Required work:
All of the data that follows should be retyped exactly as it appears.

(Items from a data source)
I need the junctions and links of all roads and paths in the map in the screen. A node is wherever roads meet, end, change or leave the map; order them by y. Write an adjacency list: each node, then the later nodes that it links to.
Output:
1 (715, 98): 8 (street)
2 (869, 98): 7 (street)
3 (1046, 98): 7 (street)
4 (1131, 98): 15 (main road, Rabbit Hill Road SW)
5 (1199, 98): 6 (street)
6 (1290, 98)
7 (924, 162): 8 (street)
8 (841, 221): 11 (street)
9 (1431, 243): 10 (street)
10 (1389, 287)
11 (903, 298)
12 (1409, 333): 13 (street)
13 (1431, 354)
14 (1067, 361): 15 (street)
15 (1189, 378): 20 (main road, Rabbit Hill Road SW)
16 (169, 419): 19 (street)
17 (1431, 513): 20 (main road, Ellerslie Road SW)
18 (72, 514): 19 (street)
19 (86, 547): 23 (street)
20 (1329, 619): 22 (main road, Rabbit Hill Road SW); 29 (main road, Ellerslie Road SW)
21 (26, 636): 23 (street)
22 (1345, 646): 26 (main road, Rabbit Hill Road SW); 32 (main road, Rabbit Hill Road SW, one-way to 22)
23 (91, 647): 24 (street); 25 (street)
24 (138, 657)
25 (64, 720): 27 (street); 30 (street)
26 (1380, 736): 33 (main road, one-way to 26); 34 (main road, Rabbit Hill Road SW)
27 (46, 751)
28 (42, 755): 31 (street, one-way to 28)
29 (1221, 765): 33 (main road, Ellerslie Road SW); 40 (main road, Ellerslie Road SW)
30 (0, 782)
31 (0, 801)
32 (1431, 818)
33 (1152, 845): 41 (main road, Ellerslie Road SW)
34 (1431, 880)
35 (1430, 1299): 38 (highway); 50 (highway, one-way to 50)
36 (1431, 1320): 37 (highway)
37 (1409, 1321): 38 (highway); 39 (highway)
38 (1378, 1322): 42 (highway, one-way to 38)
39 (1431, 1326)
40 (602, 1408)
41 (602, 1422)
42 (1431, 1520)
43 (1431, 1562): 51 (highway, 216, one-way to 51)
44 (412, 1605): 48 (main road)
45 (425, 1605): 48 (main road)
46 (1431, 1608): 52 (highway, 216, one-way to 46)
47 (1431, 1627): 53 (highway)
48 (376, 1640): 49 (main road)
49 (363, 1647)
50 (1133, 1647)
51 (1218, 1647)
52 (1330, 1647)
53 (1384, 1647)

Solution to this exercise:
I need the junctions and links of all roads and paths in the map in the screen. A node is wherever roads meet, end, change or leave the map; order them by y. Write an adjacency list: each node, then the later nodes that it links to.
Output:
1 (715, 98): 8 (street)
2 (869, 98): 7 (street)
3 (1046, 98): 7 (street)
4 (1131, 98): 15 (main road, Rabbit Hill Road SW)
5 (1199, 98): 6 (street)
6 (1290, 98)
7 (924, 162): 8 (street)
8 (841, 221): 11 (street)
9 (1431, 243): 10 (street)
10 (1389, 287)
11 (903, 298)
12 (1409, 333): 13 (street)
13 (1431, 354)
14 (1067, 361): 15 (street)
15 (1189, 378): 20 (main road, Rabbit Hill Road SW)
16 (169, 419): 19 (street)
17 (1431, 513): 20 (main road, Ellerslie Road SW)
18 (72, 514): 19 (street)
19 (86, 547): 23 (street)
20 (1329, 619): 22 (main road, Rabbit Hill Road SW); 29 (main road, Ellerslie Road SW)
21 (26, 636): 23 (street)
22 (1345, 646): 26 (main road, Rabbit Hill Road SW); 32 (main road, Rabbit Hill Road SW, one-way to 22)
23 (91, 647): 24 (street); 25 (street)
24 (138, 657)
25 (64, 720): 27 (street); 30 (street)
26 (1380, 736): 33 (main road, one-way to 26); 34 (main road, Rabbit Hill Road SW)
27 (46, 751)
28 (42, 755): 31 (street, one-way to 28)
29 (1221, 765): 33 (main road, Ellerslie Road SW); 40 (main road, Ellerslie Road SW)
30 (0, 782)
31 (0, 801)
32 (1431, 818)
33 (1152, 845): 41 (main road, Ellerslie Road SW)
34 (1431, 880)
35 (1430, 1299): 38 (highway); 50 (highway, one-way to 50)
36 (1431, 1320): 37 (highway)
37 (1409, 1321): 38 (highway); 39 (highway)
38 (1378, 1322): 42 (highway, one-way to 38)
39 (1431, 1326)
40 (602, 1408)
41 (602, 1422)
42 (1431, 1520)
43 (1431, 1562): 51 (highway, 216, one-way to 51)
44 (412, 1605): 48 (main road)
45 (425, 1605): 48 (main road)
46 (1431, 1608): 52 (highway, 216, one-way to 46)
47 (1431, 1627): 53 (highway)
48 (376, 1640): 49 (main road)
49 (363, 1647)
50 (1133, 1647)
51 (1218, 1647)
52 (1330, 1647)
53 (1384, 1647)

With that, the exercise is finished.